=== Entries supplied ===

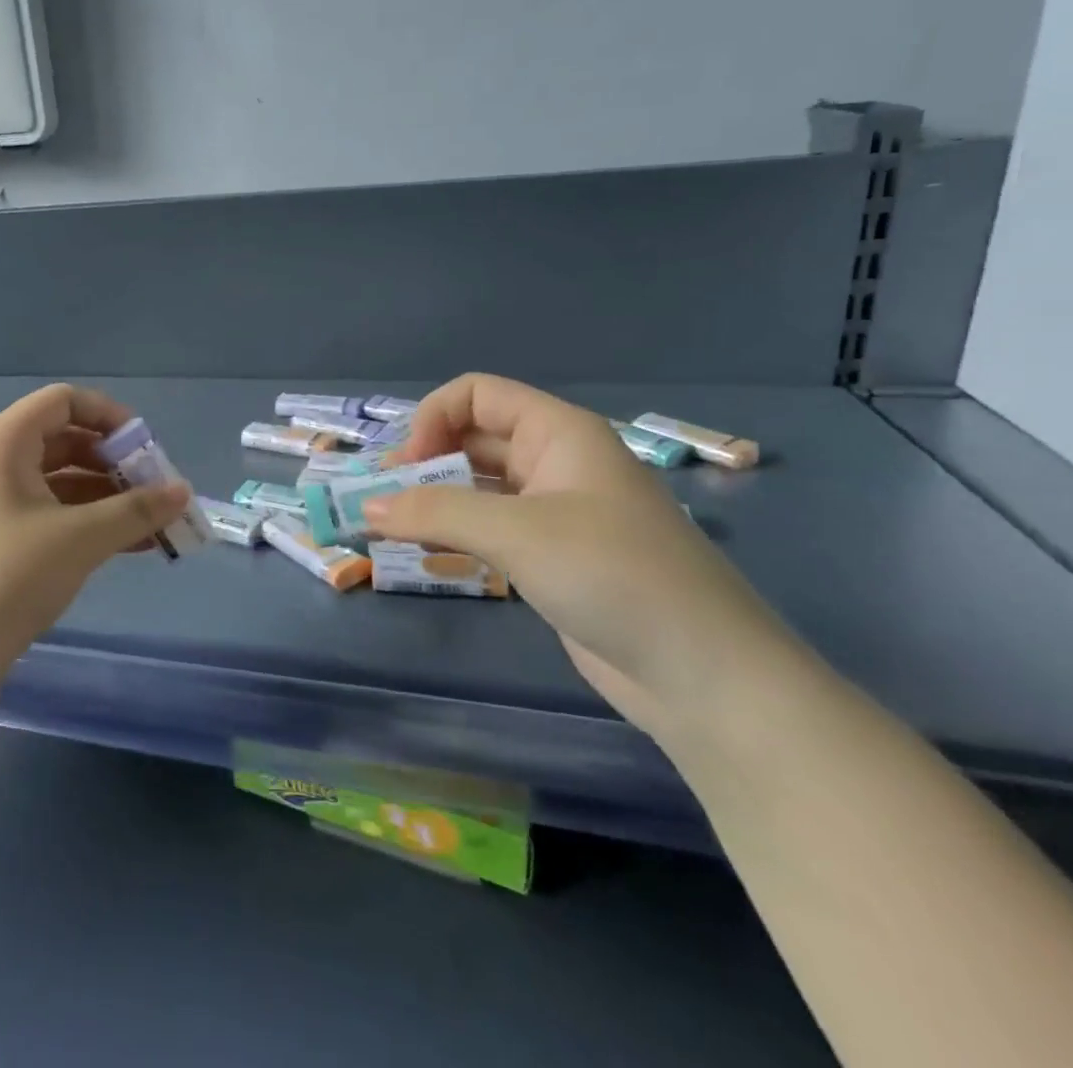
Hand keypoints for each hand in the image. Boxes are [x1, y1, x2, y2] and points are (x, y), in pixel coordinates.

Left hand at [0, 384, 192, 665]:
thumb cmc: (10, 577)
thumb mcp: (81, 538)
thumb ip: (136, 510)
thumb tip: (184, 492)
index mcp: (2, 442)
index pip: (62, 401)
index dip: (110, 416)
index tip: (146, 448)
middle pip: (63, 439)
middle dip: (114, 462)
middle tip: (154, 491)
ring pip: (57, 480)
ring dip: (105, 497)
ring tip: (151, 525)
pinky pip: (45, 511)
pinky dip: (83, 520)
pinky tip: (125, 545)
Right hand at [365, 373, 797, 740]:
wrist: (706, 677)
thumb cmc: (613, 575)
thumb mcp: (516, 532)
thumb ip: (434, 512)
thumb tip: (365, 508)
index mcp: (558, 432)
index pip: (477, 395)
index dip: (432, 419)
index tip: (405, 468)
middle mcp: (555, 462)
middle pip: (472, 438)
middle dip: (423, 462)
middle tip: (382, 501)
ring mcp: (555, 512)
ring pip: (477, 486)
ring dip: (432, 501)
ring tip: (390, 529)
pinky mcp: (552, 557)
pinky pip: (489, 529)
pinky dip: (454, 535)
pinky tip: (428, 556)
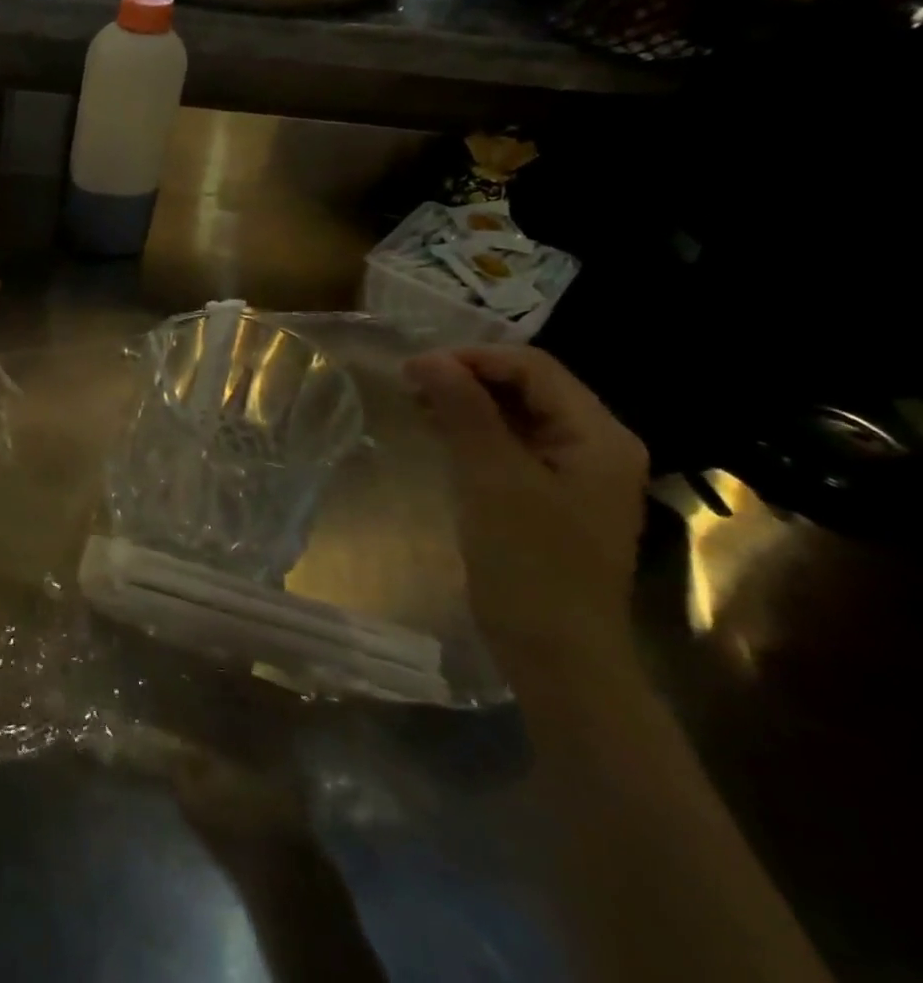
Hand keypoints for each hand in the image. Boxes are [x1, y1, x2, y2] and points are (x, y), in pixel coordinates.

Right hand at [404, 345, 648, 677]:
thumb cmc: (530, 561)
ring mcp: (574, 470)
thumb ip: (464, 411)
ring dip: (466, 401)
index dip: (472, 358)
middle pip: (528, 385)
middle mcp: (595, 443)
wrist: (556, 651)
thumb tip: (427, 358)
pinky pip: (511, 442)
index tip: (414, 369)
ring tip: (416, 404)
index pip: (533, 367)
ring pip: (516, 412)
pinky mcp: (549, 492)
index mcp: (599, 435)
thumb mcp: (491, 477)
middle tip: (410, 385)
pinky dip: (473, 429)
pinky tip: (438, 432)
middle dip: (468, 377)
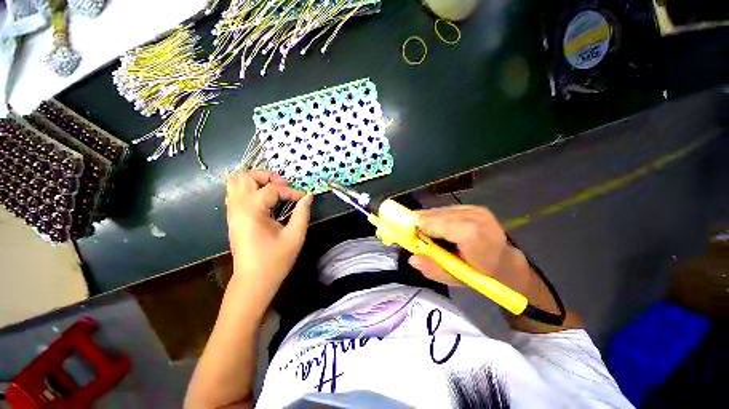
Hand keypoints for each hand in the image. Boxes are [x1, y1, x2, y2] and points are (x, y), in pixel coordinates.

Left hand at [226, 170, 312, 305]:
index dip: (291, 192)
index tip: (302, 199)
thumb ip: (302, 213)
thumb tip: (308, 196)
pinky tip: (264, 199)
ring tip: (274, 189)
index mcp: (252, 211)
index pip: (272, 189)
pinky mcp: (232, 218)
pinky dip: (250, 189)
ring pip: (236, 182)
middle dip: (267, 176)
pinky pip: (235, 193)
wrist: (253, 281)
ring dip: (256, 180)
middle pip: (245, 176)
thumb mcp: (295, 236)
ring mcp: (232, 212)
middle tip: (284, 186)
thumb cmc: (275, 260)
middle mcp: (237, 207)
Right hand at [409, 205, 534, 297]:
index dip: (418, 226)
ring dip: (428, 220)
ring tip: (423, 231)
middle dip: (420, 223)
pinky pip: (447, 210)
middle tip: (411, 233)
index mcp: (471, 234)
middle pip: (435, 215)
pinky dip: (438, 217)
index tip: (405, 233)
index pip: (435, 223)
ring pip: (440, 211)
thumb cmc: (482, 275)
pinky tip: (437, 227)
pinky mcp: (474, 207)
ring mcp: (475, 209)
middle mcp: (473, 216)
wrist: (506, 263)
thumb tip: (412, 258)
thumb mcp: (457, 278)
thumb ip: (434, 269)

===

- Task description: An unchanged copy of the data, images excluded, is all that should be given.

- Output below:
Hand keypoints for each hand in the image. Boxes are [x1, y1, x2, y2] and points are (x, y), in pixel coordinates.

Left hand at [0, 384, 192, 665]:
thumb cmc: (10, 577)
thumb mcp: (81, 538)
thumb ip: (136, 510)
thumb tip: (184, 492)
index mcp: (2, 442)
index pip: (62, 401)
index dip: (110, 416)
index tip: (146, 448)
middle pip: (63, 439)
middle dip: (114, 462)
middle tip: (154, 491)
ring pip: (57, 480)
ring dip: (105, 497)
ring tip: (151, 525)
pinky pip: (45, 511)
pinky dip: (83, 520)
pinky tip: (125, 545)
Right hand at [365, 373, 797, 740]:
wrist: (706, 677)
thumb cmc: (613, 575)
thumb mcp: (516, 532)
thumb ip: (434, 512)
thumb tip: (365, 508)
index mcp: (558, 432)
index pip: (477, 395)
index dip: (432, 419)
index tip: (405, 468)
middle mcp: (555, 462)
middle pip: (472, 438)
middle dip: (423, 462)
middle tip: (382, 501)
ring mcp: (555, 512)
ring pip: (477, 486)
ring dip: (432, 501)
ring tip: (390, 529)
pinky mcp: (552, 557)
pinky pip: (489, 529)
pinky dip: (454, 535)
pinky tip: (428, 556)
Hand keypoints for each hand in the image. Boxes are [x1, y1, x2, y2] and points are (x, y), in pixel coordinates.

Right hand at [404, 345, 648, 677]:
thumb cmc: (530, 561)
ring mcp: (574, 470)
thumb ip: (464, 411)
ring dip: (466, 401)
index dip: (472, 358)
middle pip: (528, 385)
middle mcp: (595, 443)
wrist: (556, 651)
thumb tip: (427, 358)
pinky pip: (511, 442)
index tip: (414, 369)
ring tip: (416, 404)
index pip: (533, 367)
ring pip: (516, 412)
pinky mcp: (549, 492)
index mcp: (599, 435)
thumb mcp: (491, 477)
middle tip: (410, 385)
pinky dip: (473, 429)
pinky tip: (438, 432)
middle dip: (468, 377)
Hand keypoints for each hand in the image. Boxes are [x1, y1, x2, y2] and points are (x, y), in pixel coordinates.

Left hand at [226, 170, 312, 305]:
index dip: (291, 192)
index tip: (302, 199)
thumb ip: (302, 213)
thumb tip: (308, 196)
pinky tip: (264, 199)
ring tip: (274, 189)
index mcp: (252, 211)
index pip: (272, 189)
pinky mcp: (232, 218)
pinky dip: (250, 189)
ring pip: (236, 182)
middle dip: (267, 176)
pinky pip: (235, 193)
wrist: (253, 281)
ring dip: (256, 180)
middle pip: (245, 176)
thumb mcp: (295, 236)
ring mcp: (232, 212)
middle tip: (284, 186)
thumb cmc: (275, 260)
middle mcp: (237, 207)
Right hand at [409, 205, 534, 297]:
index dip: (418, 226)
ring dip: (428, 220)
ring tip: (423, 231)
middle dip: (420, 223)
pinky pip: (447, 210)
middle tip: (411, 233)
index mcp: (471, 234)
middle pip: (435, 215)
pinky dip: (438, 217)
index tip: (405, 233)
index pip: (435, 223)
ring pip: (440, 211)
thumb cmc: (482, 275)
pinky tip: (437, 227)
pinky mcp: (474, 207)
ring mcp: (475, 209)
middle mcp: (473, 216)
wrist: (506, 263)
thumb tip: (412, 258)
thumb mcp: (457, 278)
thumb ip: (434, 269)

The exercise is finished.